▸ REQUIREMENT: Select all lines holding the word "effects" from the entries that follow.

▸ Stored dataset items:
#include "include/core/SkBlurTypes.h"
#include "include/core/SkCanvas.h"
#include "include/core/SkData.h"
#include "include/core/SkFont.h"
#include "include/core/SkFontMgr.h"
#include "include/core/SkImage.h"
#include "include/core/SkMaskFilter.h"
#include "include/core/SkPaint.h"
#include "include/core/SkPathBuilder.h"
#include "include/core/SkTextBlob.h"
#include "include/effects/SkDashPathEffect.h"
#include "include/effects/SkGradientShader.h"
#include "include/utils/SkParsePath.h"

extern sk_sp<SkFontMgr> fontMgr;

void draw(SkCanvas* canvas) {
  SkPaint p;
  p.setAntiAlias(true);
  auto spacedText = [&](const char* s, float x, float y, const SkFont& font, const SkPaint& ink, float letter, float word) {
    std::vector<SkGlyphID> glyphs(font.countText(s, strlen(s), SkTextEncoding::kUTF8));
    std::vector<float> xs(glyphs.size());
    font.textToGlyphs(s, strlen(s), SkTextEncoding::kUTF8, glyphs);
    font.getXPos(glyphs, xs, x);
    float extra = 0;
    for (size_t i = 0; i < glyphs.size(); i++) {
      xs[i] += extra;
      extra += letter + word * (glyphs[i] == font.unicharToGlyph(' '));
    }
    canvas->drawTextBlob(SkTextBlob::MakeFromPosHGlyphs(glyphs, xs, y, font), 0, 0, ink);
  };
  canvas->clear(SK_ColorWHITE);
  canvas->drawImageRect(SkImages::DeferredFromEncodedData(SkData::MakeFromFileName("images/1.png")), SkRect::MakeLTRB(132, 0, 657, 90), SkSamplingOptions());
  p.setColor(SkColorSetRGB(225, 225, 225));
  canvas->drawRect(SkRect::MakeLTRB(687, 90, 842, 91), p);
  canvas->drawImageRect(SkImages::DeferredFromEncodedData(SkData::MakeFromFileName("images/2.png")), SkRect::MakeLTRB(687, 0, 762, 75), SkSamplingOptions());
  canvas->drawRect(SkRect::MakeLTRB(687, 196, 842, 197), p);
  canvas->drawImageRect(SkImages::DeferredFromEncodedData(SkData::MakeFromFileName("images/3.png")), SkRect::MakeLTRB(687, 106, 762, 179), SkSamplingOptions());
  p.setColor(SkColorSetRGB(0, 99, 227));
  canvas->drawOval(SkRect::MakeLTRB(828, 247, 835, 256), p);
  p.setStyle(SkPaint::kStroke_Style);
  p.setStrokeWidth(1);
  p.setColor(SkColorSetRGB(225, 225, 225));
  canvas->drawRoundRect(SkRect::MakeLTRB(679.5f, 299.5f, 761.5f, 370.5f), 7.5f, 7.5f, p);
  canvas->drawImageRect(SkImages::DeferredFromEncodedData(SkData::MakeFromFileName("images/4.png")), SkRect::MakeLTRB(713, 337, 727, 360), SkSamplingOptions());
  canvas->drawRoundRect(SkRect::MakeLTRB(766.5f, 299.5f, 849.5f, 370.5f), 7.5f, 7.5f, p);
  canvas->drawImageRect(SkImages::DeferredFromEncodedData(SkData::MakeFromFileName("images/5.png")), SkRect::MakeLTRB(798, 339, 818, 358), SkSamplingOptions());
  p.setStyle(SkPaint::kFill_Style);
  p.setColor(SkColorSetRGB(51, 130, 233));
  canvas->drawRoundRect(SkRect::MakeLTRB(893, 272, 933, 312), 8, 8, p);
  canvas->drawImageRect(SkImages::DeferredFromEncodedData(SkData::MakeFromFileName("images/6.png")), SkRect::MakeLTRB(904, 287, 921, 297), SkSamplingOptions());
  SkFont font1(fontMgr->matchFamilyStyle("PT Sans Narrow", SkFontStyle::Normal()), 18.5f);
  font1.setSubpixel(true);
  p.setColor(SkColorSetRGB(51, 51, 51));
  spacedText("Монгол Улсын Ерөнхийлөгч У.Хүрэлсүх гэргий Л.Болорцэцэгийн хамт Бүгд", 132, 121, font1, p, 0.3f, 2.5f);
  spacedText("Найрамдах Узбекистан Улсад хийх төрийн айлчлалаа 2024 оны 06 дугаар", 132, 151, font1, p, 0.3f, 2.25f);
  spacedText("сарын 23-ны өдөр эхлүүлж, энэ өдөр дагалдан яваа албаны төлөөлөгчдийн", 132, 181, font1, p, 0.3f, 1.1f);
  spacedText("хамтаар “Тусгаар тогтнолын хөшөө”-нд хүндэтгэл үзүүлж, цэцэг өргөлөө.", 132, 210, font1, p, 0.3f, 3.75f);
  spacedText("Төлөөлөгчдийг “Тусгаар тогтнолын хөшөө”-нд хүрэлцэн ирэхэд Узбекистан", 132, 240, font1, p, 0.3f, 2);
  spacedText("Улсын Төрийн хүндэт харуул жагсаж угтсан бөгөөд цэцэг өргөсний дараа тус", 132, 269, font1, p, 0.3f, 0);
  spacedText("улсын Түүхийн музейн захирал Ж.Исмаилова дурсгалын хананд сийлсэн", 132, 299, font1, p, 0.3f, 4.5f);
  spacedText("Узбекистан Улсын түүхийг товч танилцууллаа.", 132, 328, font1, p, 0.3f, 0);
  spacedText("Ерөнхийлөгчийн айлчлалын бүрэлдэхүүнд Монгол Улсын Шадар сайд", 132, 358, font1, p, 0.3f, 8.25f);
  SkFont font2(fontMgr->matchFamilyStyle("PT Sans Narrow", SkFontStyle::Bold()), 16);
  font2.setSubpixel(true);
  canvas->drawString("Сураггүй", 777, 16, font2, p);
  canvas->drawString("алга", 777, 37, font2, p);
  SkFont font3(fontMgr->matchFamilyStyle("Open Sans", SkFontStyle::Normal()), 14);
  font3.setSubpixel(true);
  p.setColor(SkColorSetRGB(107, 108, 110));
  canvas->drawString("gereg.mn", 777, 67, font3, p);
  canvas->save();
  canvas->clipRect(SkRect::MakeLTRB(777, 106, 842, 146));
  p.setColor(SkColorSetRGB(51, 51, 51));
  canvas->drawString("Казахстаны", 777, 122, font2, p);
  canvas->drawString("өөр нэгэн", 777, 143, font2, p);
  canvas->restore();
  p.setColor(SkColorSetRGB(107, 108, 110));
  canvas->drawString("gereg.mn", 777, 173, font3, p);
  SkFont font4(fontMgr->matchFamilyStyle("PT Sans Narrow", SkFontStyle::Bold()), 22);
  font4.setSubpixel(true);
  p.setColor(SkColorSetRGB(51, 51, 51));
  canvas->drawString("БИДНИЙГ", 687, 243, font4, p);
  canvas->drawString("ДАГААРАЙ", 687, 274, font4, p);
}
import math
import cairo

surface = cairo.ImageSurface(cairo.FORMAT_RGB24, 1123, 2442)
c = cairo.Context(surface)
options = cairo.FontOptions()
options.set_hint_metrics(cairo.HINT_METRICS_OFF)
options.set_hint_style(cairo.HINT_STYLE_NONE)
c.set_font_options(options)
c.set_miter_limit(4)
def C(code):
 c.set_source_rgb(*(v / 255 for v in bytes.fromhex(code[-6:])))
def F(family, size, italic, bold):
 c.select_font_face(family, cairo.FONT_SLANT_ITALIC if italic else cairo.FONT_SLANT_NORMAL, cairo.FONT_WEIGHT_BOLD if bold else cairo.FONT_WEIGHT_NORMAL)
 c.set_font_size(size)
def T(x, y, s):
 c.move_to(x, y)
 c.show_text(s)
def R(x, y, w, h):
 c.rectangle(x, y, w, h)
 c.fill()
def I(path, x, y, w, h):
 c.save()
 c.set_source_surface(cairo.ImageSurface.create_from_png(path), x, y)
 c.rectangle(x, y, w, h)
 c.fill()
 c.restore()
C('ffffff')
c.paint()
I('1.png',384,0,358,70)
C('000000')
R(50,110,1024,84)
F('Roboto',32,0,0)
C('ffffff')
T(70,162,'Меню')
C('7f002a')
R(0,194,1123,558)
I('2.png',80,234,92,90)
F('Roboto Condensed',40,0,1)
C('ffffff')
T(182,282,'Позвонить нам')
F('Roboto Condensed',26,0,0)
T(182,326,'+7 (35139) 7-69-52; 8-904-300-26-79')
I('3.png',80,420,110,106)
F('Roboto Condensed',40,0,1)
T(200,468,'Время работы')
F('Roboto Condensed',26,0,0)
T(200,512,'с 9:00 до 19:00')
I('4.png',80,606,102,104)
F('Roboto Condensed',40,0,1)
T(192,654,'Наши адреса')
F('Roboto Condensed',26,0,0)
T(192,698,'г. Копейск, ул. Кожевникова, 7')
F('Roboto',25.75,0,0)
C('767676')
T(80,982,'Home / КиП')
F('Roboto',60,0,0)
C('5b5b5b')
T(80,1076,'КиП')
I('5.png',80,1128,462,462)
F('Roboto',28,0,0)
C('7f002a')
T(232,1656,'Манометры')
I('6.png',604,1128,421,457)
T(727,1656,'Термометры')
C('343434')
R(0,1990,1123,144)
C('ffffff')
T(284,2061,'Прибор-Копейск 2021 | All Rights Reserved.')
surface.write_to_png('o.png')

▸ ANSWER TO THE PROBLEM:
#include "include/effects/SkDashPathEffect.h"
#include "include/effects/SkGradientShader.h"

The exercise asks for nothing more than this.